ACTION ITEM
Say how many lines of the data below have the word "position" in them. Add nothing else.

DATA FOR THIS EXERCISE
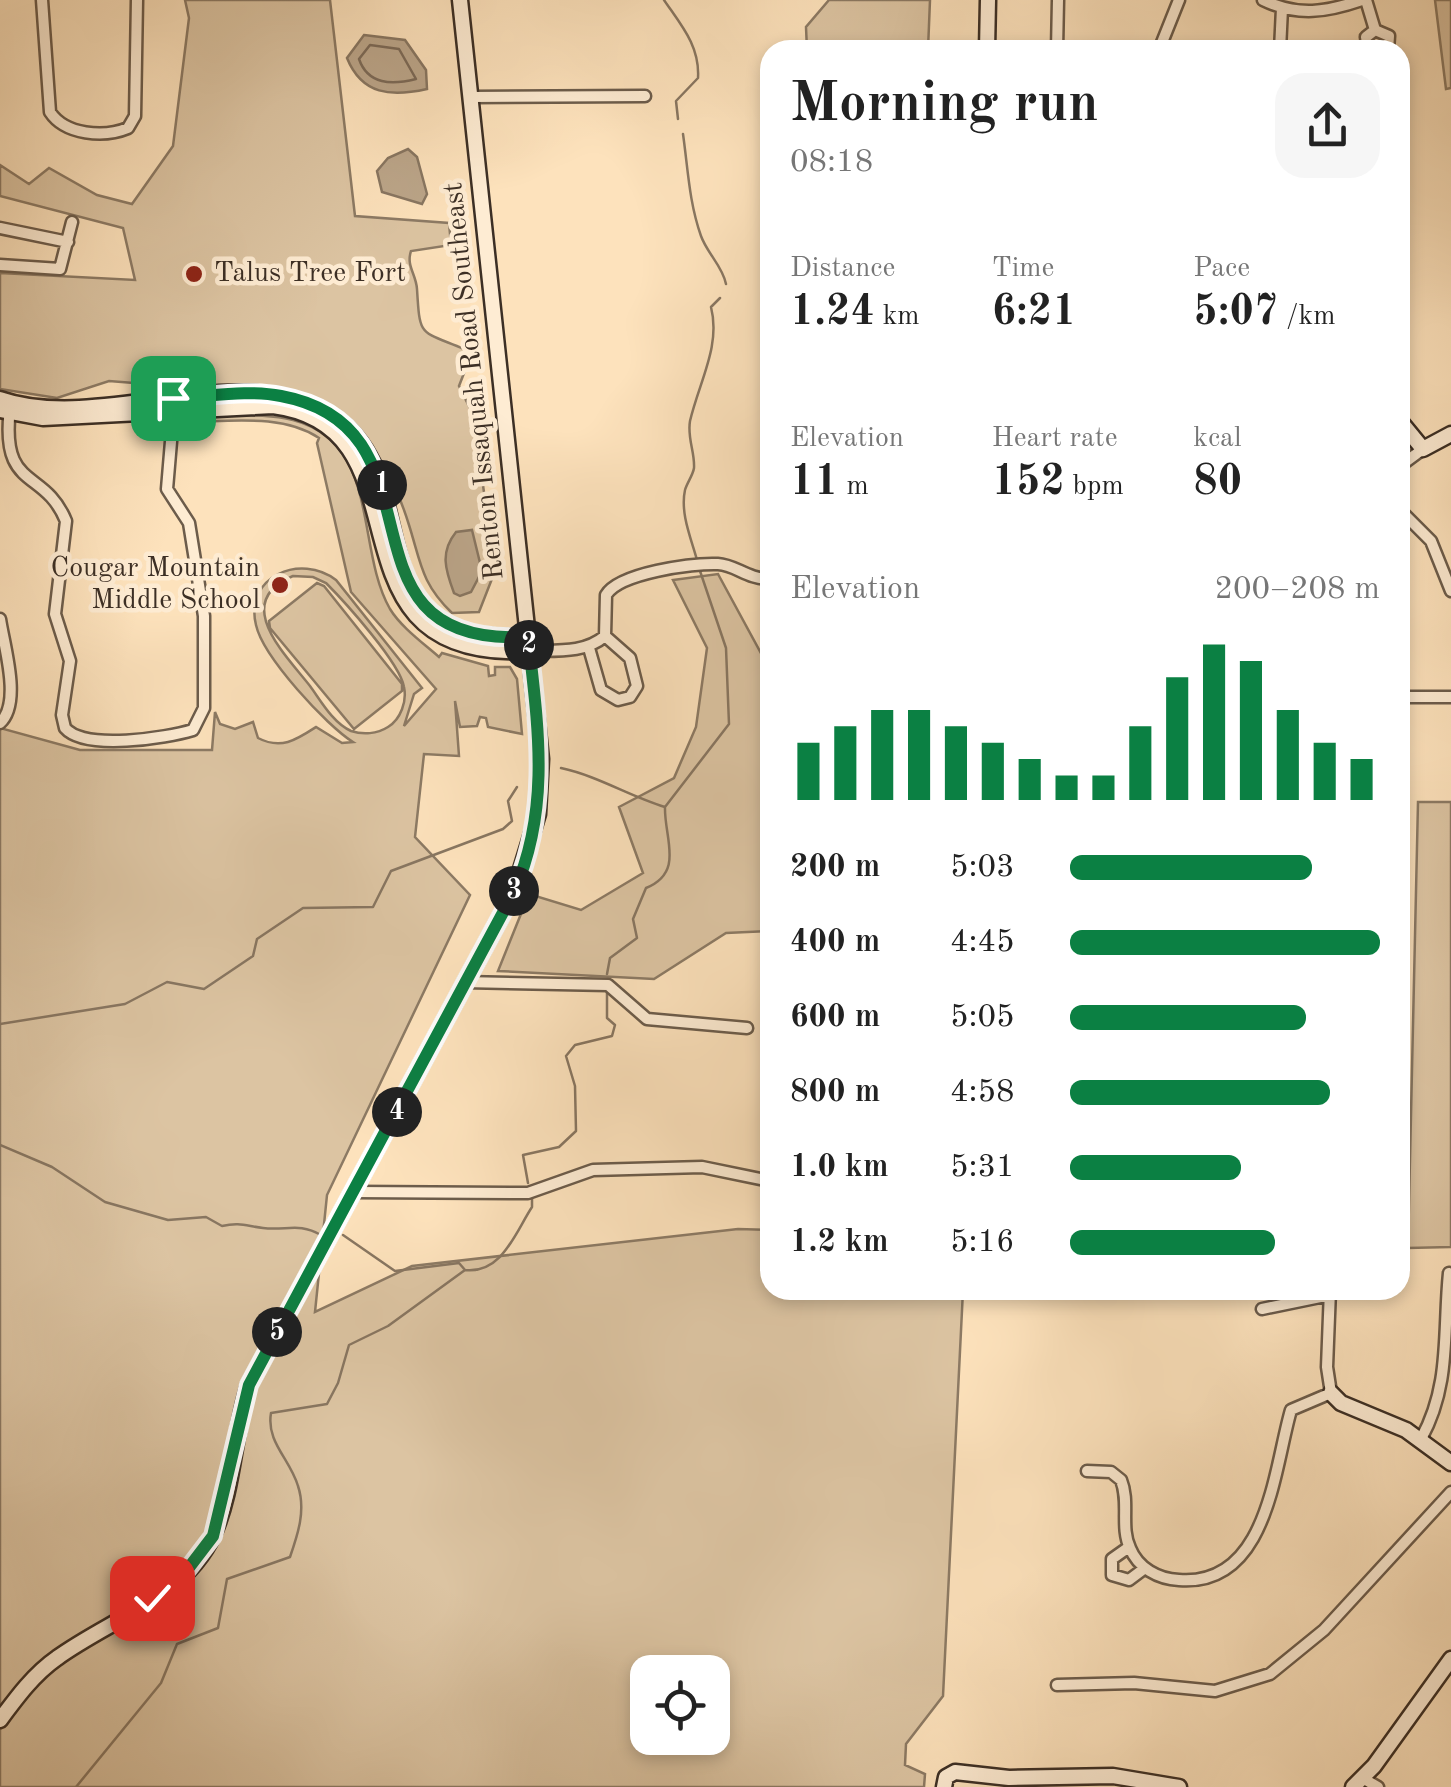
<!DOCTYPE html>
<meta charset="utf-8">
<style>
body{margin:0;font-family:"Old Standard TT",serif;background:#f6f6f6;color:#222;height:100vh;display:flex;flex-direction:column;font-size:38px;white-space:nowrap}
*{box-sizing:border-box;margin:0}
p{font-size:32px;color:#767676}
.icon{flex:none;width:55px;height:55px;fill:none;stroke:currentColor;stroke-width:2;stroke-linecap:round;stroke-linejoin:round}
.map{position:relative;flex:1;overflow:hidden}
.sheet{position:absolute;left:760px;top:40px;width:650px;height:1260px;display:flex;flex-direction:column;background:#fff;border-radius:30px;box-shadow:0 5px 15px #0003}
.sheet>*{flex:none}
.controls{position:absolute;left:630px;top:1655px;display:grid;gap:20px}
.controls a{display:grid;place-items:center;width:100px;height:100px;border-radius:20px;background:#fff;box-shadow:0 5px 15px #0003;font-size:50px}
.pin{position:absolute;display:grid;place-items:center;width:85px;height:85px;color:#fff;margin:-42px;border-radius:20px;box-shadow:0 5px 15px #0006}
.km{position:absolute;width:50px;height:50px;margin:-25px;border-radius:50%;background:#222;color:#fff;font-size:28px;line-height:50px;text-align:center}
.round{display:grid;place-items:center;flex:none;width:105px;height:105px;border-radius:30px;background:#f6f6f6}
.headline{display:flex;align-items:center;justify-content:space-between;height:170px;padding:0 30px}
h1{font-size:55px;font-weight:800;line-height:75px}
.figures{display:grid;grid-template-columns:repeat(3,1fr);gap:15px;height:170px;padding:10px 30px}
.figures div{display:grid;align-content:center}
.figures b{font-size:42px;font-weight:800}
.figures small{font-size:28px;font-weight:400}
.figures p{font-size:28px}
.chart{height:280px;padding:20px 30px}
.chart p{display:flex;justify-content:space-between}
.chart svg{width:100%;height:180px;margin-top:10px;stroke:#0b8043;stroke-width:6}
ul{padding:0 30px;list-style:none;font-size:32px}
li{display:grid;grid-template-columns:160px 120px 1fr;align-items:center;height:75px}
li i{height:25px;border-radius:12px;background:#0b8043}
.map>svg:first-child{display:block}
</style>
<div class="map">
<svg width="1451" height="1787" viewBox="0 0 1451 1787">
<rect width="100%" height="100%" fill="#fde2bc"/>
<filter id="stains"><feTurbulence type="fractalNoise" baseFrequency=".002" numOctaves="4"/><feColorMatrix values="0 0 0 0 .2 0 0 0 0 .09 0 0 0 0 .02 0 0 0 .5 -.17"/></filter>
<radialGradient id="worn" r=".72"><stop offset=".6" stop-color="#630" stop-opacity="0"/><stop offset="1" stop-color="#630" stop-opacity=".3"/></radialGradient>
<path fill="#dcc4a2" stroke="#8c7a64" stroke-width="2.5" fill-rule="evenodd" d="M185,0h145l25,216 94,7 2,22 -40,6c-5,15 5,23 6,38 3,49 2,41 47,60l2,19 -7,18 24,49 -2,36 14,100 -16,41 -27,1c-31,-30 -31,-50 -43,-88 -17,-55 -52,-122 -116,-133 -33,-6 -68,-1 -101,-4l1,26c33,3 68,-2 100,6 88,23 62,128 97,189 11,18 33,34 49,48l3,-4 46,13 1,10 6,-1v-8h15l7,12 5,55 -34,-7 -2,-9 -6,-1 -3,9 -17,1 -5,-26 4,55 -35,-2 -9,83 55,58 -143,300 -12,117 97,-46 326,-37 32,1v60h193l-20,406 -37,48 -1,21 20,9 -1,13h-924v-1059l80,22h132l3,-38 5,12 15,5 18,-7 5,16c23,12 38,2 58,-11l26,16 11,-1c-26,-16 -90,-85 -97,-117 -12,-49 45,-72 80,-45l86,108 -8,6 -10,32 32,-37 -85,-97 -34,-149 2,-5c-38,-25 -91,-16 -135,-16v-35l-75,-6 -52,17 -57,-9v-116l135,7 -12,-52 -123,-32v-31l29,19 20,-16 48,27 35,9 41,-58 16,-128zM293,576l20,1 13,6c19,19 74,80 78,104 3,14 -3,32 -16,40 -11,7 -25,8 -37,4 -18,-8 -30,-30 -41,-45 -24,-31 -80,-84 -17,-110zM648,1672h64v66h-64z
M829,0h101l-2,50h-121l-1,-23z
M1435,0h16v88l-5,1z
M718,574l44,81 8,1v275l-44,2 -72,46 -156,-8 31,-77 52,16 62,-37 -24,-66 55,-29 22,-51 11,-79 -34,-68z
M317,583l7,3 78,98v7l-48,38 -84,-101 -1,-7z
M1418,802h33v445l-43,1z"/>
<path fill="#bba589" stroke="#887661" stroke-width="2.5" d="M364,35l41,5 21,30 1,19c-36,8 -65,6 -80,-31z
M408,149l9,8 10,37 -5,10 -40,-12 -5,-21 11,-13z
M472,530l10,41 -11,21 -11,4 -6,-3c-9,-24 -14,-41 2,-61z"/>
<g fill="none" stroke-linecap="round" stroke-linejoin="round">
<path stroke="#7c6a57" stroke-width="2.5" d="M370,45l29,4 17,30c-24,6 -48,6 -57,-20z"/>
<path stroke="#887661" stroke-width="2.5" d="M664,0c17,25 36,46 34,78l-22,23 2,18
M683,134c5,35 6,68 18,102 6,17 22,31 25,48
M697,560c-6,-22 -17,-47 -12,-70 2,-7 8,-15 9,-22 1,-16 -7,-30 -4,-47 9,-39 31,-75 21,-114l9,-9
M561,768c37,8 68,28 104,39
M607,974l3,-16 27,-20 -4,-19 13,-31c39,-16 18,-50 19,-81l64,-83 -3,-76 -27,-80
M0,1024l125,-20 42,-22 37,7 49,-33 4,-17 46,-31 70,-1 18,-36 112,-42 9,-8 -4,-20 9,-14
M0,1145l52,22 53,35 63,18 38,-3 16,9c18,-4 24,0 41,2 23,3 36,-6 58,7
M528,1183l-5,-28 36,-8 17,-16 -1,-45 -9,-30 9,-11 37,-9 3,-11 -8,-7v-27
M343,1235l52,36 64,-8 6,7
M76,1787l85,-104 16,-39 41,-16 9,-49 63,-22c8,-23 16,-47 8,-71 -8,-27 -32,-44 -27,-73l56,-9 11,-21 11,-38 39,-19 77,-56c37,4 50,-37 67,-63v-8"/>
<g stroke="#6c5c4b" stroke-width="15">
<path id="street" d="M42,0l8,112c15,23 54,26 78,16l7,-12 2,-116
M1263,0c35,17 64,12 99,0
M1366,0l9,30
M1375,30l14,6 -1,14
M1057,50l1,-50
M1159,50l20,-50
M1280,50l2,-42
M1368,50l-2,-13 9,-7
M471,97l174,-1
M0,228l68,14
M0,265l60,4 12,-47
M10,408c-10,84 34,59 56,113l-11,93 15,47 -8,54 3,13c20,23 101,10 128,2l11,-22v-92l-15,-93 -22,-34 7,-83
M1400,466l23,-17
M1400,510l31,31 20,50
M0,619c4,27 22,84 0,104
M589,648l12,42 17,10 12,-3 7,-11 -7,-28 -25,-22
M529,651c26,-1 55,3 76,-15l1,-41c13,-22 86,-32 112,-31 18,1 29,15 52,15
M1400,697h51
M464,982l144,3 39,34 100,9
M354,1192l174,1 65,-23 109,-3 68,14
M1262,1309l68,-14
M1421,1439c30,-54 22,-107 28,-166
M1087,1471l24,1 10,8c9,22 -1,47 9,68 8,20 28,31 49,32 89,7 95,-112 112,-170l40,-17 -4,-26 3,-77
M1129,1547l-17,12v16l17,5 16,-12
M1057,1685l77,-2 81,8 55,-17 54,-44 127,-138
M1364,1779l14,8"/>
</g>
<g stroke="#3c2f25" stroke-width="19">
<path id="secondary" d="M987,50l1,-50
M0,399c101,35 237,-43 332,17 100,63 12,231 196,221
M0,410l43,8 230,-12c166,21 39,256 256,245
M1400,421l23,28 28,-15
M1331,1393l10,10 65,27 45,33
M0,1720c17,-23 34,-46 57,-62 52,-38 128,-61 156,-123 21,-46 20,-101 36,-150l265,-493 24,-78 3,-55 -81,-759
M944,1787l2,-10 9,-5 54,6 104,-2 66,11
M1353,1787l21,-21 77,-107"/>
</g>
<use href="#street" stroke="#feecd3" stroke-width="10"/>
<use href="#secondary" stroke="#feecd3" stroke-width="14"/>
</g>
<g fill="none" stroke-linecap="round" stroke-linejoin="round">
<g stroke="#fff" stroke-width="20">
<path id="route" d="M152,1598l29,-20 32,-42 36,-151 265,-493c37,-84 24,-166 14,-255 -205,11 -74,-209 -247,-241 -34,-7 -74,1 -108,2"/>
</g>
<use href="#route" stroke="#0b8043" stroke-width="12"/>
</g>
<g fill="#8f2418" stroke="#feecd3" stroke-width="4">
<circle cx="194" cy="274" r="10"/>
<circle cx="280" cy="585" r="10"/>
</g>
<g text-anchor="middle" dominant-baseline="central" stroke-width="9" stroke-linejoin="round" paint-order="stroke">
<g font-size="28" fill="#3c2f25" stroke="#feecd3" text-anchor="start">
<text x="214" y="274">Talus Tree Fort</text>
<text x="260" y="569" text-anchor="end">Cougar Mountain<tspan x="260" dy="32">Middle School</tspan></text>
</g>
<g font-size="28" fill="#3c2f25" stroke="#feecd3">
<text transform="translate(475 381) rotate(-96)">Renton Issaquah Road Southeast</text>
</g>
</g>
<rect width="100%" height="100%" filter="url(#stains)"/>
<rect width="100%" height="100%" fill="url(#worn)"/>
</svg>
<div class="controls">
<a><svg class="icon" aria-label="locate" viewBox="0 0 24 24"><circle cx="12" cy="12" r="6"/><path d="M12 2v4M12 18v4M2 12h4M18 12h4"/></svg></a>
</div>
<div class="pin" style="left:173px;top:398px;background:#1e9e55"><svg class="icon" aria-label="arrive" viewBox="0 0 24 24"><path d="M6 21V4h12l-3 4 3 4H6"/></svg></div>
<div class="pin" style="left:152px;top:1598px;background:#d93025"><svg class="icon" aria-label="check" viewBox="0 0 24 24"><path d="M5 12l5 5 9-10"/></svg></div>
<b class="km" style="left:382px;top:485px">1</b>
<b class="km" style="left:529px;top:645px">2</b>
<b class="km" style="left:514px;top:891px">3</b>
<b class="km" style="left:397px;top:1112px">4</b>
<b class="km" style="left:277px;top:1332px">5</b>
<section class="sheet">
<div class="headline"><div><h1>Morning run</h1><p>08:18</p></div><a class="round"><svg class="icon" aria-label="share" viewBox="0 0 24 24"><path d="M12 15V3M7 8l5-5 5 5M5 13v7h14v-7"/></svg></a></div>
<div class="figures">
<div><p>Distance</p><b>1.24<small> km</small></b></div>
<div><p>Time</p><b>6:21</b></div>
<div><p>Pace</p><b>5:07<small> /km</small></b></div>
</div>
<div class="figures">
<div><p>Elevation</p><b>11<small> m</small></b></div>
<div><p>Heart rate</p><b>152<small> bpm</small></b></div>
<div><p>kcal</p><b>80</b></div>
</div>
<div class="chart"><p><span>Elevation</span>200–208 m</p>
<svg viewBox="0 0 160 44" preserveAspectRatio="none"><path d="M5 44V30M15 44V26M25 44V22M35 44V22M45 44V26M55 44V30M65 44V34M75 44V38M85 44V38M95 44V26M105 44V14M115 44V6M125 44V10M135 44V22M145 44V30M155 44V34"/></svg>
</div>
<ul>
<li><b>200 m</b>5:03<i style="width:78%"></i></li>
<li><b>400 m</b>4:45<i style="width:100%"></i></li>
<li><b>600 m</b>5:05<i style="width:76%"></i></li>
<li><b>800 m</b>4:58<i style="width:84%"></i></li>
<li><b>1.0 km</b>5:31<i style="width:55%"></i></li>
<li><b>1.2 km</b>5:16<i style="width:66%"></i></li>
</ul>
</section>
</div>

PROBLEM SOLUTION
5